* **To do**
Exact repetition of the data is the whole task.

Stored items

__________

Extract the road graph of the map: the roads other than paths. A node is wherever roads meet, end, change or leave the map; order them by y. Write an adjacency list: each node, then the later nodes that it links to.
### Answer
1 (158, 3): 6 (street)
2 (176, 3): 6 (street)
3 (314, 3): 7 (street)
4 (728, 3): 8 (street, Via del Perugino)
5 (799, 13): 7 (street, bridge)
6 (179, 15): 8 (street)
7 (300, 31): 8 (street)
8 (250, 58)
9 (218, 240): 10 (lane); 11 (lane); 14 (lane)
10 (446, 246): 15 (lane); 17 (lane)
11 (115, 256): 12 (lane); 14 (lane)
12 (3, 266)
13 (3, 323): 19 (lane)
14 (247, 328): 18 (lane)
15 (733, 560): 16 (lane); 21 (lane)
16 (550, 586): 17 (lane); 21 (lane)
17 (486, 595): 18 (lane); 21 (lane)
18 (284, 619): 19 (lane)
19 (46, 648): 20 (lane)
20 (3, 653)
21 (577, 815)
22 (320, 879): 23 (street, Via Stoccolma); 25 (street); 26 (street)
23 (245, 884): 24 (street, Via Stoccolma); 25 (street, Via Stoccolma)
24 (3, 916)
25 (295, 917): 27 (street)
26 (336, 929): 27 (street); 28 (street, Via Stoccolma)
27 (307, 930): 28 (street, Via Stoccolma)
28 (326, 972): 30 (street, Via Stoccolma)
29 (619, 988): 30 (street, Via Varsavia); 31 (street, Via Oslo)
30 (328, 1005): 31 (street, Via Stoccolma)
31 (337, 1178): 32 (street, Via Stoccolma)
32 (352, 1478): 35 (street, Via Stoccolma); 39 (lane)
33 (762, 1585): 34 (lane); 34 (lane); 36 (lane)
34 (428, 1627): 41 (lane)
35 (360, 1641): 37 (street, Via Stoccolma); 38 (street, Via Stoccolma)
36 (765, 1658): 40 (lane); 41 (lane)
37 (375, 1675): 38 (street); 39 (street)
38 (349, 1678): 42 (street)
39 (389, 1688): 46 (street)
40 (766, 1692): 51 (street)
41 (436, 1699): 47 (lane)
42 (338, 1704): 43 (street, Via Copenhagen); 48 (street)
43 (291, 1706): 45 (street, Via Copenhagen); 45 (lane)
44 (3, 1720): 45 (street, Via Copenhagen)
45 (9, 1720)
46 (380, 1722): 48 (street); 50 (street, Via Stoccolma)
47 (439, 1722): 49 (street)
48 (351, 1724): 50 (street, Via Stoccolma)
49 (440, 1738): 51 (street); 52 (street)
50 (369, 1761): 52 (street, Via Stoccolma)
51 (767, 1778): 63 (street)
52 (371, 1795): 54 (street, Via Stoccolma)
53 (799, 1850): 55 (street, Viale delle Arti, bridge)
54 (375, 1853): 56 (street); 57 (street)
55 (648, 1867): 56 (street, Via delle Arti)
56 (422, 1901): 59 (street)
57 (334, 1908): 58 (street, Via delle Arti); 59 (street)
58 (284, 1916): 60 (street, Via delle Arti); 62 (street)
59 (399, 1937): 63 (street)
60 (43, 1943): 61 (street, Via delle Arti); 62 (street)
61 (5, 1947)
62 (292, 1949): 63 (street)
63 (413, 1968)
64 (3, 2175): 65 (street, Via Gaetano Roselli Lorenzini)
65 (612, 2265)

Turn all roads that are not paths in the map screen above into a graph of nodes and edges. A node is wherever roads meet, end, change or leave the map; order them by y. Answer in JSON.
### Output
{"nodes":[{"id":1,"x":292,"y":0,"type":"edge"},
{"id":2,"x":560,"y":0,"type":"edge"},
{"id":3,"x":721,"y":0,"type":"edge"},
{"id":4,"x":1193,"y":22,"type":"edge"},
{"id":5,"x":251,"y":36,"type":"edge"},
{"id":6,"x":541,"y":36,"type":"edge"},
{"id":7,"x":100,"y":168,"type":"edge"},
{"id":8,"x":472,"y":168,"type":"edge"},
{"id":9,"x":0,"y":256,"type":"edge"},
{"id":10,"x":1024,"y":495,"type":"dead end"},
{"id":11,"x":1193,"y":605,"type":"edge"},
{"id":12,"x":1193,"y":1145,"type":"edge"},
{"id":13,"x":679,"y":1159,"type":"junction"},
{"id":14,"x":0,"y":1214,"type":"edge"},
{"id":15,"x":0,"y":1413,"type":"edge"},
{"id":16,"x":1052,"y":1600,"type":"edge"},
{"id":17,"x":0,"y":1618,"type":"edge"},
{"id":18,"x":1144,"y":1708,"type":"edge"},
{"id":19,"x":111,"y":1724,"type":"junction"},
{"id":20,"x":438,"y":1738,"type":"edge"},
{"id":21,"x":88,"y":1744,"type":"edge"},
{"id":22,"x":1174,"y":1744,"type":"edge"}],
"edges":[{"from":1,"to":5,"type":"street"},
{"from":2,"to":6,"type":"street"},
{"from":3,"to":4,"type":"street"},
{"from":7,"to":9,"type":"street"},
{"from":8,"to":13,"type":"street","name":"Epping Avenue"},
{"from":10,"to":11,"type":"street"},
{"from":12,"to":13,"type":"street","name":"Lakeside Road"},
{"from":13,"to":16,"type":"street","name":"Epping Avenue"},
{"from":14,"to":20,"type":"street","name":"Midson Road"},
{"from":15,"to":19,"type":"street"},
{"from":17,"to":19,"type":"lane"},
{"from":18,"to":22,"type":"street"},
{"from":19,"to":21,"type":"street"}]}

__________

* **Response box**
Extract the road graph of the map: the roads other than paths. A node is wherever roads meet, end, change or leave the map; order them by y. Write an adjacency list: each node, then the later nodes that it links to.
### Answer
1 (158, 3): 6 (street)
2 (176, 3): 6 (street)
3 (314, 3): 7 (street)
4 (728, 3): 8 (street, Via del Perugino)
5 (799, 13): 7 (street, bridge)
6 (179, 15): 8 (street)
7 (300, 31): 8 (street)
8 (250, 58)
9 (218, 240): 10 (lane); 11 (lane); 14 (lane)
10 (446, 246): 15 (lane); 17 (lane)
11 (115, 256): 12 (lane); 14 (lane)
12 (3, 266)
13 (3, 323): 19 (lane)
14 (247, 328): 18 (lane)
15 (733, 560): 16 (lane); 21 (lane)
16 (550, 586): 17 (lane); 21 (lane)
17 (486, 595): 18 (lane); 21 (lane)
18 (284, 619): 19 (lane)
19 (46, 648): 20 (lane)
20 (3, 653)
21 (577, 815)
22 (320, 879): 23 (street, Via Stoccolma); 25 (street); 26 (street)
23 (245, 884): 24 (street, Via Stoccolma); 25 (street, Via Stoccolma)
24 (3, 916)
25 (295, 917): 27 (street)
26 (336, 929): 27 (street); 28 (street, Via Stoccolma)
27 (307, 930): 28 (street, Via Stoccolma)
28 (326, 972): 30 (street, Via Stoccolma)
29 (619, 988): 30 (street, Via Varsavia); 31 (street, Via Oslo)
30 (328, 1005): 31 (street, Via Stoccolma)
31 (337, 1178): 32 (street, Via Stoccolma)
32 (352, 1478): 35 (street, Via Stoccolma); 39 (lane)
33 (762, 1585): 34 (lane); 34 (lane); 36 (lane)
34 (428, 1627): 41 (lane)
35 (360, 1641): 37 (street, Via Stoccolma); 38 (street, Via Stoccolma)
36 (765, 1658): 40 (lane); 41 (lane)
37 (375, 1675): 38 (street); 39 (street)
38 (349, 1678): 42 (street)
39 (389, 1688): 46 (street)
40 (766, 1692): 51 (street)
41 (436, 1699): 47 (lane)
42 (338, 1704): 43 (street, Via Copenhagen); 48 (street)
43 (291, 1706): 45 (street, Via Copenhagen); 45 (lane)
44 (3, 1720): 45 (street, Via Copenhagen)
45 (9, 1720)
46 (380, 1722): 48 (street); 50 (street, Via Stoccolma)
47 (439, 1722): 49 (street)
48 (351, 1724): 50 (street, Via Stoccolma)
49 (440, 1738): 51 (street); 52 (street)
50 (369, 1761): 52 (street, Via Stoccolma)
51 (767, 1778): 63 (street)
52 (371, 1795): 54 (street, Via Stoccolma)
53 (799, 1850): 55 (street, Viale delle Arti, bridge)
54 (375, 1853): 56 (street); 57 (street)
55 (648, 1867): 56 (street, Via delle Arti)
56 (422, 1901): 59 (street)
57 (334, 1908): 58 (street, Via delle Arti); 59 (street)
58 (284, 1916): 60 (street, Via delle Arti); 62 (street)
59 (399, 1937): 63 (street)
60 (43, 1943): 61 (street, Via delle Arti); 62 (street)
61 (5, 1947)
62 (292, 1949): 63 (street)
63 (413, 1968)
64 (3, 2175): 65 (street, Via Gaetano Roselli Lorenzini)
65 (612, 2265)

Turn all roads that are not paths in the map screen above into a graph of nodes and edges. A node is wherever roads meet, end, change or leave the map; order them by y. Answer in JSON.
### Output
{"nodes":[{"id":1,"x":292,"y":0,"type":"edge"},
{"id":2,"x":560,"y":0,"type":"edge"},
{"id":3,"x":721,"y":0,"type":"edge"},
{"id":4,"x":1193,"y":22,"type":"edge"},
{"id":5,"x":251,"y":36,"type":"edge"},
{"id":6,"x":541,"y":36,"type":"edge"},
{"id":7,"x":100,"y":168,"type":"edge"},
{"id":8,"x":472,"y":168,"type":"edge"},
{"id":9,"x":0,"y":256,"type":"edge"},
{"id":10,"x":1024,"y":495,"type":"dead end"},
{"id":11,"x":1193,"y":605,"type":"edge"},
{"id":12,"x":1193,"y":1145,"type":"edge"},
{"id":13,"x":679,"y":1159,"type":"junction"},
{"id":14,"x":0,"y":1214,"type":"edge"},
{"id":15,"x":0,"y":1413,"type":"edge"},
{"id":16,"x":1052,"y":1600,"type":"edge"},
{"id":17,"x":0,"y":1618,"type":"edge"},
{"id":18,"x":1144,"y":1708,"type":"edge"},
{"id":19,"x":111,"y":1724,"type":"junction"},
{"id":20,"x":438,"y":1738,"type":"edge"},
{"id":21,"x":88,"y":1744,"type":"edge"},
{"id":22,"x":1174,"y":1744,"type":"edge"}],
"edges":[{"from":1,"to":5,"type":"street"},
{"from":2,"to":6,"type":"street"},
{"from":3,"to":4,"type":"street"},
{"from":7,"to":9,"type":"street"},
{"from":8,"to":13,"type":"street","name":"Epping Avenue"},
{"from":10,"to":11,"type":"street"},
{"from":12,"to":13,"type":"street","name":"Lakeside Road"},
{"from":13,"to":16,"type":"street","name":"Epping Avenue"},
{"from":14,"to":20,"type":"street","name":"Midson Road"},
{"from":15,"to":19,"type":"street"},
{"from":17,"to":19,"type":"lane"},
{"from":18,"to":22,"type":"street"},
{"from":19,"to":21,"type":"street"}]}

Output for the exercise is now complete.